Available data »
..........

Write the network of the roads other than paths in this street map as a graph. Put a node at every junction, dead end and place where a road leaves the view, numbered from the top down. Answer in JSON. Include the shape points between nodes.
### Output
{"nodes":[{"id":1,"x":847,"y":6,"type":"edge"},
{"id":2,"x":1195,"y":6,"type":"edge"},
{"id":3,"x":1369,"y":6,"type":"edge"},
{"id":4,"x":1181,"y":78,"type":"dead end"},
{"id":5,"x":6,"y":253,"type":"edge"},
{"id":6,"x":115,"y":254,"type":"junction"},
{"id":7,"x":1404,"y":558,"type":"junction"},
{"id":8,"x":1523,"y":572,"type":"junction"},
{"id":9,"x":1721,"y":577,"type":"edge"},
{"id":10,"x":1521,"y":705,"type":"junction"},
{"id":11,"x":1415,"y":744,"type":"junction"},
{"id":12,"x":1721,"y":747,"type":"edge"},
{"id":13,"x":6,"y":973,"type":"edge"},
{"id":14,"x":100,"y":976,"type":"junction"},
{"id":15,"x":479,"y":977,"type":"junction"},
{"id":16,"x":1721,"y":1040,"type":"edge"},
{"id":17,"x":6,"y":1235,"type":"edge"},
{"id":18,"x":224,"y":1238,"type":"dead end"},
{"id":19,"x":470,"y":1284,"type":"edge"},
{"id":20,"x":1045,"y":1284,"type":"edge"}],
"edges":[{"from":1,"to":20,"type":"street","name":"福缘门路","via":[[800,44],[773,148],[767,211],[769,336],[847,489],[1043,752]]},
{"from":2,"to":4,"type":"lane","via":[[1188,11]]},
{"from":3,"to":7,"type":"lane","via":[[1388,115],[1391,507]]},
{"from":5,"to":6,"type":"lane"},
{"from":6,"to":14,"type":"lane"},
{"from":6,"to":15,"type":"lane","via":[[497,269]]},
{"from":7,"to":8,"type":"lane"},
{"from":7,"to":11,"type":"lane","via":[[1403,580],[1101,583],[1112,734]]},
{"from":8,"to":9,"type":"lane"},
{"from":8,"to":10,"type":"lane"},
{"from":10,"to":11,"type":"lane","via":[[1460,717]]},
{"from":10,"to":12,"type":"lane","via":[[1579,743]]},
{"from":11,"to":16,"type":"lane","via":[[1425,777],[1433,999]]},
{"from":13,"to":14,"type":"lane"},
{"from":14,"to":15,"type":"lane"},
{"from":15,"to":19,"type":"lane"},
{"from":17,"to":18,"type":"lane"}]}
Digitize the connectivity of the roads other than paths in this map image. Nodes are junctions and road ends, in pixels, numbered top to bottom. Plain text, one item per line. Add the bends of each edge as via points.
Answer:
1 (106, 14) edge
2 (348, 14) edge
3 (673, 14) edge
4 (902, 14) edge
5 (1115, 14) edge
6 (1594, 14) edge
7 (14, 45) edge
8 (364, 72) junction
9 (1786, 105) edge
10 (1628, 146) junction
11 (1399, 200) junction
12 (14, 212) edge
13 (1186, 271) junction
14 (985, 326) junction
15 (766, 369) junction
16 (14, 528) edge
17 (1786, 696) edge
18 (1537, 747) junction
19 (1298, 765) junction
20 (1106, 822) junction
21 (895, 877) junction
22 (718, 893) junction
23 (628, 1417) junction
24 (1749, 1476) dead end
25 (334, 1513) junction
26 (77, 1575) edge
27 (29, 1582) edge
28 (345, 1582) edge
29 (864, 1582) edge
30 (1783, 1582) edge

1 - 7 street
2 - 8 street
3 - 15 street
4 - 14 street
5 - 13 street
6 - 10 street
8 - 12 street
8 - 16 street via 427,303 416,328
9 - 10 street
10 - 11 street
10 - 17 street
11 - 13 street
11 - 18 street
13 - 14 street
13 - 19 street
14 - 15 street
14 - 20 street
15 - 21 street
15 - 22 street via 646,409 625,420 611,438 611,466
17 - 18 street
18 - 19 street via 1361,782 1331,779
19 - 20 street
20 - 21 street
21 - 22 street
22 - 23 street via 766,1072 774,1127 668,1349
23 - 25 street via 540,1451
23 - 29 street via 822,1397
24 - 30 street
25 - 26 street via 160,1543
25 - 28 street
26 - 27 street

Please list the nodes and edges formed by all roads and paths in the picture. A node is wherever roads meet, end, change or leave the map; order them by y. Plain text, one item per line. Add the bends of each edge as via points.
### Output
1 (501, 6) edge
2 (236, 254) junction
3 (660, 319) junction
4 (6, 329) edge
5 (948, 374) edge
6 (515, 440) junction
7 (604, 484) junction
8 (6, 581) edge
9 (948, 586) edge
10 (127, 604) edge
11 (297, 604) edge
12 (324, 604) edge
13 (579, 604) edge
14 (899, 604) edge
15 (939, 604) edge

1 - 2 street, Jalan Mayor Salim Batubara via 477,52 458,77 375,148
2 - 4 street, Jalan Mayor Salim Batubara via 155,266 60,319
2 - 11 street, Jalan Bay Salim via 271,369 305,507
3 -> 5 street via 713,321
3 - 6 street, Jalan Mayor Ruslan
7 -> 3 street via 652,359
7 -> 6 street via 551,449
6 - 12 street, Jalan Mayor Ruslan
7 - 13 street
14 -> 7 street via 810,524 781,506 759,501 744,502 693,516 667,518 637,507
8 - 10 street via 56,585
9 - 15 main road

..........

Problem statement »
Your task is to print the whole listing again exactly.

Task output »
Write the network of the roads other than paths in this street map as a graph. Put a node at every junction, dead end and place where a road leaves the view, numbered from the top down. Answer in JSON. Include the shape points between nodes.
### Output
{"nodes":[{"id":1,"x":847,"y":6,"type":"edge"},
{"id":2,"x":1195,"y":6,"type":"edge"},
{"id":3,"x":1369,"y":6,"type":"edge"},
{"id":4,"x":1181,"y":78,"type":"dead end"},
{"id":5,"x":6,"y":253,"type":"edge"},
{"id":6,"x":115,"y":254,"type":"junction"},
{"id":7,"x":1404,"y":558,"type":"junction"},
{"id":8,"x":1523,"y":572,"type":"junction"},
{"id":9,"x":1721,"y":577,"type":"edge"},
{"id":10,"x":1521,"y":705,"type":"junction"},
{"id":11,"x":1415,"y":744,"type":"junction"},
{"id":12,"x":1721,"y":747,"type":"edge"},
{"id":13,"x":6,"y":973,"type":"edge"},
{"id":14,"x":100,"y":976,"type":"junction"},
{"id":15,"x":479,"y":977,"type":"junction"},
{"id":16,"x":1721,"y":1040,"type":"edge"},
{"id":17,"x":6,"y":1235,"type":"edge"},
{"id":18,"x":224,"y":1238,"type":"dead end"},
{"id":19,"x":470,"y":1284,"type":"edge"},
{"id":20,"x":1045,"y":1284,"type":"edge"}],
"edges":[{"from":1,"to":20,"type":"street","name":"福缘门路","via":[[800,44],[773,148],[767,211],[769,336],[847,489],[1043,752]]},
{"from":2,"to":4,"type":"lane","via":[[1188,11]]},
{"from":3,"to":7,"type":"lane","via":[[1388,115],[1391,507]]},
{"from":5,"to":6,"type":"lane"},
{"from":6,"to":14,"type":"lane"},
{"from":6,"to":15,"type":"lane","via":[[497,269]]},
{"from":7,"to":8,"type":"lane"},
{"from":7,"to":11,"type":"lane","via":[[1403,580],[1101,583],[1112,734]]},
{"from":8,"to":9,"type":"lane"},
{"from":8,"to":10,"type":"lane"},
{"from":10,"to":11,"type":"lane","via":[[1460,717]]},
{"from":10,"to":12,"type":"lane","via":[[1579,743]]},
{"from":11,"to":16,"type":"lane","via":[[1425,777],[1433,999]]},
{"from":13,"to":14,"type":"lane"},
{"from":14,"to":15,"type":"lane"},
{"from":15,"to":19,"type":"lane"},
{"from":17,"to":18,"type":"lane"}]}
Digitize the connectivity of the roads other than paths in this map image. Nodes are junctions and road ends, in pixels, numbered top to bottom. Plain text, one item per line. Add the bends of each edge as via points.
Answer:
1 (106, 14) edge
2 (348, 14) edge
3 (673, 14) edge
4 (902, 14) edge
5 (1115, 14) edge
6 (1594, 14) edge
7 (14, 45) edge
8 (364, 72) junction
9 (1786, 105) edge
10 (1628, 146) junction
11 (1399, 200) junction
12 (14, 212) edge
13 (1186, 271) junction
14 (985, 326) junction
15 (766, 369) junction
16 (14, 528) edge
17 (1786, 696) edge
18 (1537, 747) junction
19 (1298, 765) junction
20 (1106, 822) junction
21 (895, 877) junction
22 (718, 893) junction
23 (628, 1417) junction
24 (1749, 1476) dead end
25 (334, 1513) junction
26 (77, 1575) edge
27 (29, 1582) edge
28 (345, 1582) edge
29 (864, 1582) edge
30 (1783, 1582) edge

1 - 7 street
2 - 8 street
3 - 15 street
4 - 14 street
5 - 13 street
6 - 10 street
8 - 12 street
8 - 16 street via 427,303 416,328
9 - 10 street
10 - 11 street
10 - 17 street
11 - 13 street
11 - 18 street
13 - 14 street
13 - 19 street
14 - 15 street
14 - 20 street
15 - 21 street
15 - 22 street via 646,409 625,420 611,438 611,466
17 - 18 street
18 - 19 street via 1361,782 1331,779
19 - 20 street
20 - 21 street
21 - 22 street
22 - 23 street via 766,1072 774,1127 668,1349
23 - 25 street via 540,1451
23 - 29 street via 822,1397
24 - 30 street
25 - 26 street via 160,1543
25 - 28 street
26 - 27 street

Please list the nodes and edges formed by all roads and paths in the picture. A node is wherever roads meet, end, change or leave the map; order them by y. Plain text, one item per line. Add the bends of each edge as via points.
### Output
1 (501, 6) edge
2 (236, 254) junction
3 (660, 319) junction
4 (6, 329) edge
5 (948, 374) edge
6 (515, 440) junction
7 (604, 484) junction
8 (6, 581) edge
9 (948, 586) edge
10 (127, 604) edge
11 (297, 604) edge
12 (324, 604) edge
13 (579, 604) edge
14 (899, 604) edge
15 (939, 604) edge

1 - 2 street, Jalan Mayor Salim Batubara via 477,52 458,77 375,148
2 - 4 street, Jalan Mayor Salim Batubara via 155,266 60,319
2 - 11 street, Jalan Bay Salim via 271,369 305,507
3 -> 5 street via 713,321
3 - 6 street, Jalan Mayor Ruslan
7 -> 3 street via 652,359
7 -> 6 street via 551,449
6 - 12 street, Jalan Mayor Ruslan
7 - 13 street
14 -> 7 street via 810,524 781,506 759,501 744,502 693,516 667,518 637,507
8 - 10 street via 56,585
9 - 15 main road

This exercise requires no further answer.